## Modular Arithmetic

• Chinese Remainder Theorem
40 pts · 5890 Solves

The Chinese Remainder Theorem gives a unique solution to a set of linear congruences if their moduli are coprime.

This means, that given a set of arbitrary integers `ai`, and pairwise coprime integers `ni`, such that the following linear congruences hold:

Note "pairwise coprime integers" means that if we have a set of integers `{n1, n2, ..., ni}`, all pairs of integers selected from the set are coprime: `gcd(ni, nj) = 1`.

x ≡ a1 mod n1
x ≡ a2 mod n2
...
x ≡ an mod nn

There is a unique solution `x ≡ a mod N` where `N = n1 * n2 * ... * nn`.

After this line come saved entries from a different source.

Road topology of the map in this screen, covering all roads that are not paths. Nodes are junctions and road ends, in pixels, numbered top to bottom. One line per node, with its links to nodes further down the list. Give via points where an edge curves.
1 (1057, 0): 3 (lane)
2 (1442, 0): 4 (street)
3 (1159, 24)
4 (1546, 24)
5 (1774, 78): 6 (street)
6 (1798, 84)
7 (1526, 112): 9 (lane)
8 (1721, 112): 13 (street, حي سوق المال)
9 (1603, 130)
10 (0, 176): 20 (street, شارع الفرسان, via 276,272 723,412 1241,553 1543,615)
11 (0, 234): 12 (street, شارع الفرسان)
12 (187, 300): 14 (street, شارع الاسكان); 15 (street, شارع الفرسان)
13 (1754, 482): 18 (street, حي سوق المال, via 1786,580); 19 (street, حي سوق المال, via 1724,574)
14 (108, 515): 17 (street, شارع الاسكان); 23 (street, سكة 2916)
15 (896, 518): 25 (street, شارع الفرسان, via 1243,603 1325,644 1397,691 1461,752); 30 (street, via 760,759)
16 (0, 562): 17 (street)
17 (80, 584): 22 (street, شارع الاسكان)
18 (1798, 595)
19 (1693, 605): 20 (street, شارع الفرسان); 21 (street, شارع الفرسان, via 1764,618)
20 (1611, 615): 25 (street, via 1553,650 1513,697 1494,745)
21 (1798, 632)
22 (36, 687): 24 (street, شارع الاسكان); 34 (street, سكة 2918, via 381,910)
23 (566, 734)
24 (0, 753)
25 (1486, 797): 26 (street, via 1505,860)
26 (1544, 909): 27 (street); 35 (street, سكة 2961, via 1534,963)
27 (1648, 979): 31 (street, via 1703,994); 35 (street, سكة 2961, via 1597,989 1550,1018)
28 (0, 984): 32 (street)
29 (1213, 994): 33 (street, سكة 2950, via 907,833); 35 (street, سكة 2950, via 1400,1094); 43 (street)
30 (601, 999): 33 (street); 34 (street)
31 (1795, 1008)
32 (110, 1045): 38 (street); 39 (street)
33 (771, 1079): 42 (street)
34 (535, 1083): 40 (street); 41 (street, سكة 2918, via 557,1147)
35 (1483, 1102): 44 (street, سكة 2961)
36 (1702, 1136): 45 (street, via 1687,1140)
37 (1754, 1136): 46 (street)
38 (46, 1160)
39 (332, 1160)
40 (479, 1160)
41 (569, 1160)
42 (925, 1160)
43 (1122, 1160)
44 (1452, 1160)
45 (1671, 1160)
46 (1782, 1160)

In cryptography, we commonly use the Chinese Remainder Theorem to help us reduce a problem of very large integers into a set of several, easier problems.

Given the following set of linear congruences:

x ≡ 2 mod 5
x ≡ 3 mod 11
x ≡ 5 mod 17

Find the integer `a` such that `x ≡ a mod 935`

Starting with the congruence with the largest modulus, use that for `x ≡ a mod p` we can write `x = a + k*p` for arbitrary integer `k`.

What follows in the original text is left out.